You may have a tricked-out sandbox that logs host activity, does packet capture and IDS, and will make you a slice of toast, but none of the bells and whistles will do you any good without collecting the information and putting it in front of your eyes. The techniques required will test your knowledge of network and file system forensics, as well as your skill with code. Let’s start with an easy one.

Suricata logs

If you have followed the suggestions made earlier in this series, Suricata will be writing events to files in /var/log/suricata/ in JSON form, one object per line. This lends itself to ease of use; pretty much any language will have a good JSON parsing library. All you will need to do is filter for entries based on the timestamp being within the period you were running your malware sample.

Be aware that the Suricata log does not get truncated unless you have specified. If you read and filter the log using  the simplest method (line-by-line read from the start, parsing each event then filtering), this will eventually become very slow. You should consider rotating the file, either yourself or using Suricata’s built in rotation, and make sure that your parsing and filtering takes account of this rotation.

Packet capture

As mentioned in the post discussing networking, you can either create a per-run packet capture as part of your code (assuming your language has the appropriate libraries), or a systemwide one which you can then extract portions of.

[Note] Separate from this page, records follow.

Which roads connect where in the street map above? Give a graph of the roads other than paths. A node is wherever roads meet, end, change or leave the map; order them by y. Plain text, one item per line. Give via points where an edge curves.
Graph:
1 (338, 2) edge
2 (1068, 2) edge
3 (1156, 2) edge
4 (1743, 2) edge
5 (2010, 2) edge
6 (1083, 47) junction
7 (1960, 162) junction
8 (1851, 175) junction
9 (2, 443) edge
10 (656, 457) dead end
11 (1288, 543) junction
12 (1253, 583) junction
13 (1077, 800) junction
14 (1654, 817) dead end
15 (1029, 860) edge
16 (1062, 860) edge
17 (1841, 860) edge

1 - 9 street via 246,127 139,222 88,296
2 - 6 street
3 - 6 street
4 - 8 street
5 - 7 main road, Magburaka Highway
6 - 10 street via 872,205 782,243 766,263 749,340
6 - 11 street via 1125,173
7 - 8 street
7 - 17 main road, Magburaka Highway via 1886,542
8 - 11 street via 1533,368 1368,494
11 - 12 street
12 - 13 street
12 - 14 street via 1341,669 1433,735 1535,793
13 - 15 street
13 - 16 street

If you only ever plan to have one guest VM sandboxing malware at a time, the per-run capture should be fine and relatively simple. If you are slightly nuts ambitious like me and want to design for the possibility of several in parallel, a systemwide capture would be more suitable. Again, depending on the way you have organised capture, you should make sure your code accounts for the rotation of the pcaps.

Host activity/event logs

Early on in this series I waxed lyrical about the advantages of Sysmon. I am not going to contradict any of that here, but collecting its output is not as simple as you might think. Windows event logs get written to EVTX files, but not necessarily immediately. Therefore although an event may be generated, its presence in the EVTX file is not guaranteed. Under testing I have found that not even a shutdown is a guarantee of the events being written to the file. The only method I have found to be 100% reliable is to query the Windows Event Log API¹. Therefore, to collect Sysmon logs in a reliable fashion, you need to be able to use the Windows API.

I am aware of two methods for doing this. The first is to write a program which queries the API, and run that in your sandbox. You can then write the data to a file, or send it out of the sandbox immediately. To send it out of the sandbox you could have a service on the host listening on the virtual network interface, such as an FTP or HTTP server.

The second method would be to use Windows Event Forwarding. This is a tremendously useful technique for blue teamers and comes highly recommended by Microsoft staff. It does, however, require you to have a second Windows host on which to collect the events, which may not be an option for you. Most documentation you will find on this will refer to setting it up in an Active Directory environment, however it is also capable of running in workgroup-only systems.

¹ I strongly suspect that the events are being written to temporary files but at the time of writing this is little better than a hunch. I’ll chase down my suspicion at some point and if it’s right there’ll be a new post about my findings.

Filesystem collection

Getting events is a huge win, and might well be all you need; but why not go one step further? Malware drops and modifies files and writes to the registry, and if you could get your hands on that evidence, it could be invaluable. Another of the reasons for choosing LibVirt/QEMU as my hypervisor was the availability of python bindings for LibGuestFS, allowing me to directly mount and read QEMU disk images. However, you should still be fine with other hypervisors: VMWare also provides a utility for this, and VirtualBox can apparently be mounted as a… network block device? Please can I have some of whatever Oracle have been smoking, because it’s clearly the good shit.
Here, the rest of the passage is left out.